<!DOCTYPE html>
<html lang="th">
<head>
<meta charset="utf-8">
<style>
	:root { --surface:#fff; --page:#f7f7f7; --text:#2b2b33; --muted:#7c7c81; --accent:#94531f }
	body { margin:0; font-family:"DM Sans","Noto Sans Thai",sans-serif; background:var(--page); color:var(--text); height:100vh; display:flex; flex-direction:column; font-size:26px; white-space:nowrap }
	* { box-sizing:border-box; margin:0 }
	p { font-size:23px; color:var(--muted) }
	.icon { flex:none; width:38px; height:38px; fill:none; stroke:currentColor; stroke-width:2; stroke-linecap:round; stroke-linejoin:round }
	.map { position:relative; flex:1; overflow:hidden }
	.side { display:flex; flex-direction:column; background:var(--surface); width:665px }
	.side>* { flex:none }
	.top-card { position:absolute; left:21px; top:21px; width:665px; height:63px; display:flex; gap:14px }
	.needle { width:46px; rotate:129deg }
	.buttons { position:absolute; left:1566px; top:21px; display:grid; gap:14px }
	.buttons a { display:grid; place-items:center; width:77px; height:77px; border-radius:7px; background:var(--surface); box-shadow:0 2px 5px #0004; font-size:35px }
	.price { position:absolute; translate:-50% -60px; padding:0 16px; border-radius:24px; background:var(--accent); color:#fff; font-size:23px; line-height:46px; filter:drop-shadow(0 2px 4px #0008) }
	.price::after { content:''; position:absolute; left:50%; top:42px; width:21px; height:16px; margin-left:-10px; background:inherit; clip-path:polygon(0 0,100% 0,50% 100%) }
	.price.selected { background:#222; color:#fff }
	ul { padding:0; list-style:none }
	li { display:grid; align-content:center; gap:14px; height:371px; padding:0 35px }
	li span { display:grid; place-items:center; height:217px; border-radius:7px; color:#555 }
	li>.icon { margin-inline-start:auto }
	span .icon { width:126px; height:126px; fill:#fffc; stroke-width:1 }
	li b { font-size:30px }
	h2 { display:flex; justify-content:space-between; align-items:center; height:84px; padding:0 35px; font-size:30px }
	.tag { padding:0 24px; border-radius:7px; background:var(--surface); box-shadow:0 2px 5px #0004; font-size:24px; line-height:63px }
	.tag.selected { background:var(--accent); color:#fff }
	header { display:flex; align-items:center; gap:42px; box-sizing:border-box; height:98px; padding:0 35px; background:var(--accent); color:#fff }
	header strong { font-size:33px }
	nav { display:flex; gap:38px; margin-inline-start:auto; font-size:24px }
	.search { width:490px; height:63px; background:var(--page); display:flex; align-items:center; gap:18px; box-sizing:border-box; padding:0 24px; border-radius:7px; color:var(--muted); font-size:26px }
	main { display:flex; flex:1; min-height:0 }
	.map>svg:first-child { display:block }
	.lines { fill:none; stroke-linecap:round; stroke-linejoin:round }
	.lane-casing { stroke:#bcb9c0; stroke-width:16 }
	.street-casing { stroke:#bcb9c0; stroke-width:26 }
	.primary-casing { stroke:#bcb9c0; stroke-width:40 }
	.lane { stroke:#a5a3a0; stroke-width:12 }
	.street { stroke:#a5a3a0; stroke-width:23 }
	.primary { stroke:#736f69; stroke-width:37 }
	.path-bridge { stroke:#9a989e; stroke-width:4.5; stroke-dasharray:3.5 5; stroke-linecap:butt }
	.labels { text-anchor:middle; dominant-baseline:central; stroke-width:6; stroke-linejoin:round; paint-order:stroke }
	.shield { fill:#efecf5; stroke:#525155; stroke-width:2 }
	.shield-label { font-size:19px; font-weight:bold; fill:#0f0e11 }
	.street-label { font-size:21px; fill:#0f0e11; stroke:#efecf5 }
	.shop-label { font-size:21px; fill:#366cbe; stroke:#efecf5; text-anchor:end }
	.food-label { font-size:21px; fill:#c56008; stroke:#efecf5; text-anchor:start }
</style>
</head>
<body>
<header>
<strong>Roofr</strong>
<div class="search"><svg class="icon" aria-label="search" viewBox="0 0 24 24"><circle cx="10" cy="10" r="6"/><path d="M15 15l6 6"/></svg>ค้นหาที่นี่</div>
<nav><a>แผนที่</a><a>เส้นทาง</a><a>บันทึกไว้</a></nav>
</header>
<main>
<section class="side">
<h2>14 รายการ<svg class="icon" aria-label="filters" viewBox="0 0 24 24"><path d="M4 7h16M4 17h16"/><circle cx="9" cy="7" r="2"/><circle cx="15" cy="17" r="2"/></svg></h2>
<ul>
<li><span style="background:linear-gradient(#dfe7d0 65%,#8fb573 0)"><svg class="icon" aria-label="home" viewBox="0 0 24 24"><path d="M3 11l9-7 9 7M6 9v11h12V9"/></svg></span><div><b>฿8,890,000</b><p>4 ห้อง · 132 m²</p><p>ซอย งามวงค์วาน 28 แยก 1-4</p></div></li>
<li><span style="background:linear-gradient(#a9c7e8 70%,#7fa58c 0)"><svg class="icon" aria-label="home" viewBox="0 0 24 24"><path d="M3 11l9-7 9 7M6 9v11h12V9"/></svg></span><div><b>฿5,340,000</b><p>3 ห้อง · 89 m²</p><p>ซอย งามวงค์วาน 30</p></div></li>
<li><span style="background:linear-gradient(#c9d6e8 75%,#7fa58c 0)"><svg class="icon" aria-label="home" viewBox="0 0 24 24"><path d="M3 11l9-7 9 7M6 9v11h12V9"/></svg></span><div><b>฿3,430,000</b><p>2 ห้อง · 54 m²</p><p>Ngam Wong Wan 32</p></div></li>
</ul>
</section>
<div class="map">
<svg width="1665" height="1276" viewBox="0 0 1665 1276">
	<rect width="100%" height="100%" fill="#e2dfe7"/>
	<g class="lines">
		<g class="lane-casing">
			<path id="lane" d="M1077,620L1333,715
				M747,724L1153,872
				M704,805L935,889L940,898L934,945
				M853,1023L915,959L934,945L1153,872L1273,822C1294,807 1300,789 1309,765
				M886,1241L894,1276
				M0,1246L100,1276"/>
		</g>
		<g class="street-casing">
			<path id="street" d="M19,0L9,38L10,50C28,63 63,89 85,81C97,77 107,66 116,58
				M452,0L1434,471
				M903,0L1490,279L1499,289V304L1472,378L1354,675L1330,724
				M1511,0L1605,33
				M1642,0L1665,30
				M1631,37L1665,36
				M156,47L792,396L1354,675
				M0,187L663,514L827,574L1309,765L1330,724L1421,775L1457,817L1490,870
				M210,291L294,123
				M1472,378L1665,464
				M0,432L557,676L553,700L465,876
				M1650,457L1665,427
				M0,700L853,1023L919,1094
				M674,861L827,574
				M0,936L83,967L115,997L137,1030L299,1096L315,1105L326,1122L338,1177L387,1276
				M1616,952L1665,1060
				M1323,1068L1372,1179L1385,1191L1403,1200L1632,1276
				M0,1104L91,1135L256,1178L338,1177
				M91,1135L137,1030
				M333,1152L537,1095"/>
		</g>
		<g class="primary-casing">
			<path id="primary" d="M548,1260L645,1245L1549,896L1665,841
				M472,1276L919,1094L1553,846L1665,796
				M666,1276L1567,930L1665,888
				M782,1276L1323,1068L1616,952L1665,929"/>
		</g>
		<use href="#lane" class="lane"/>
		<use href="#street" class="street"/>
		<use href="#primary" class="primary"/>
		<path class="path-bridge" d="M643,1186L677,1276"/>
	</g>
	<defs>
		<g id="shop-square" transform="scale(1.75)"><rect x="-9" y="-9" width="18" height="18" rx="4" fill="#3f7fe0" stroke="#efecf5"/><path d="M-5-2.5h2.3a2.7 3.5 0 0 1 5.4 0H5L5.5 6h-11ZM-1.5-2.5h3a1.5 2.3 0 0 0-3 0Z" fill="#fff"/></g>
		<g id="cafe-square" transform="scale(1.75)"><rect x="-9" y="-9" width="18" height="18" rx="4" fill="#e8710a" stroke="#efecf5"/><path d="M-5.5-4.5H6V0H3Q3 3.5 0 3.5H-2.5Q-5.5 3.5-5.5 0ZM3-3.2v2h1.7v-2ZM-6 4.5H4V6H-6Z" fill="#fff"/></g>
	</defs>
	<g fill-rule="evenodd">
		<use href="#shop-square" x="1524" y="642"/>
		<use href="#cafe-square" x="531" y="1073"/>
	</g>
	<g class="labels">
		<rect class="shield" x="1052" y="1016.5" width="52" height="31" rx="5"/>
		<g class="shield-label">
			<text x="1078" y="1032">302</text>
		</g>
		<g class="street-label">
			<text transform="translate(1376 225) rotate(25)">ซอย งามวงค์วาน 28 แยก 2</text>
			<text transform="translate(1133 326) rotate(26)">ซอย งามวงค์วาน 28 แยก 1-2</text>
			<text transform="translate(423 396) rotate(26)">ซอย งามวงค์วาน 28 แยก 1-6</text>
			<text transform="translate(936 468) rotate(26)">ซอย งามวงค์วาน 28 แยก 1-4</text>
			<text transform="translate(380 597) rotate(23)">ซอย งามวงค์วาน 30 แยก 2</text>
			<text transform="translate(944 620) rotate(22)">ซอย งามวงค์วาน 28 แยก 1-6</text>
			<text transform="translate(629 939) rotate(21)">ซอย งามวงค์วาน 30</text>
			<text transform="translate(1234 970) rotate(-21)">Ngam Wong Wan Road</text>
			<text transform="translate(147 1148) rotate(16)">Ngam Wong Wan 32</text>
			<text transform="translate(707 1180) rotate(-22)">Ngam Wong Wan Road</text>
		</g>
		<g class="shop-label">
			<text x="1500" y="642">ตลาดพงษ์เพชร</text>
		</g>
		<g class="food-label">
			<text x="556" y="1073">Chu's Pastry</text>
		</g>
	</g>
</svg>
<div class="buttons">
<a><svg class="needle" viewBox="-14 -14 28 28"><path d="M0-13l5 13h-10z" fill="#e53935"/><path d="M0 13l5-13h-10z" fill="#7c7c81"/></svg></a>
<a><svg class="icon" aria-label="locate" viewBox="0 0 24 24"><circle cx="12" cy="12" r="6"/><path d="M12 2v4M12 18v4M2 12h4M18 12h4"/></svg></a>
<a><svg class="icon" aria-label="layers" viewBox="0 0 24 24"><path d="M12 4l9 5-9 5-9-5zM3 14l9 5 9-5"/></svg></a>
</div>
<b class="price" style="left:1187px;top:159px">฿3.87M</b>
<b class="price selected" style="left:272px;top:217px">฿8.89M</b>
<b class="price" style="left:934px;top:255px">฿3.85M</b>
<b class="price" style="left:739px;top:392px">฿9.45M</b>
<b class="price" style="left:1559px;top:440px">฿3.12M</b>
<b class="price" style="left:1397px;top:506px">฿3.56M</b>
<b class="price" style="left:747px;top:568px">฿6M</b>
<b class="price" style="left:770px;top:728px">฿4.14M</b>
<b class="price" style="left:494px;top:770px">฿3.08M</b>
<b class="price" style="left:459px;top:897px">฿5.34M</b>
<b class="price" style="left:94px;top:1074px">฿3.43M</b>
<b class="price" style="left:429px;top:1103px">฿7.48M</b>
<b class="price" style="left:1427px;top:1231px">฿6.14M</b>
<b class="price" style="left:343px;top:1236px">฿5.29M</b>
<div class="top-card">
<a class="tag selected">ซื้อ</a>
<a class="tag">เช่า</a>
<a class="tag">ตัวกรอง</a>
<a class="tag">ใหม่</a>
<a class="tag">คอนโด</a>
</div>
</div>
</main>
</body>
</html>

- - - - -

▶ _What you need to do_: All that is wanted is an exact copy of the lines from the line holding "28 แยก 1-4</text>" through the end of the material above, including both.

▶ _Answer to this task_:
			<text transform="translate(936 468) rotate(26)">ซอย งามวงค์วาน 28 แยก 1-4</text>
			<text transform="translate(380 597) rotate(23)">ซอย งามวงค์วาน 30 แยก 2</text>
			<text transform="translate(944 620) rotate(22)">ซอย งามวงค์วาน 28 แยก 1-6</text>
			<text transform="translate(629 939) rotate(21)">ซอย งามวงค์วาน 30</text>
			<text transform="translate(1234 970) rotate(-21)">Ngam Wong Wan Road</text>
			<text transform="translate(147 1148) rotate(16)">Ngam Wong Wan 32</text>
			<text transform="translate(707 1180) rotate(-22)">Ngam Wong Wan Road</text>
		</g>
		<g class="shop-label">
			<text x="1500" y="642">ตลาดพงษ์เพชร</text>
		</g>
		<g class="food-label">
			<text x="556" y="1073">Chu's Pastry</text>
		</g>
	</g>
</svg>
<div class="buttons">
<a><svg class="needle" viewBox="-14 -14 28 28"><path d="M0-13l5 13h-10z" fill="#e53935"/><path d="M0 13l5-13h-10z" fill="#7c7c81"/></svg></a>
<a><svg class="icon" aria-label="locate" viewBox="0 0 24 24"><circle cx="12" cy="12" r="6"/><path d="M12 2v4M12 18v4M2 12h4M18 12h4"/></svg></a>
<a><svg class="icon" aria-label="layers" viewBox="0 0 24 24"><path d="M12 4l9 5-9 5-9-5zM3 14l9 5 9-5"/></svg></a>
</div>
<b class="price" style="left:1187px;top:159px">฿3.87M</b>
<b class="price selected" style="left:272px;top:217px">฿8.89M</b>
<b class="price" style="left:934px;top:255px">฿3.85M</b>
<b class="price" style="left:739px;top:392px">฿9.45M</b>
<b class="price" style="left:1559px;top:440px">฿3.12M</b>
<b class="price" style="left:1397px;top:506px">฿3.56M</b>
<b class="price" style="left:747px;top:568px">฿6M</b>
<b class="price" style="left:770px;top:728px">฿4.14M</b>
<b class="price" style="left:494px;top:770px">฿3.08M</b>
<b class="price" style="left:459px;top:897px">฿5.34M</b>
<b class="price" style="left:94px;top:1074px">฿3.43M</b>
<b class="price" style="left:429px;top:1103px">฿7.48M</b>
<b class="price" style="left:1427px;top:1231px">฿6.14M</b>
<b class="price" style="left:343px;top:1236px">฿5.29M</b>
<div class="top-card">
<a class="tag selected">ซื้อ</a>
<a class="tag">เช่า</a>
<a class="tag">ตัวกรอง</a>
<a class="tag">ใหม่</a>
<a class="tag">คอนโด</a>
</div>
</div>
</main>
</body>
</html>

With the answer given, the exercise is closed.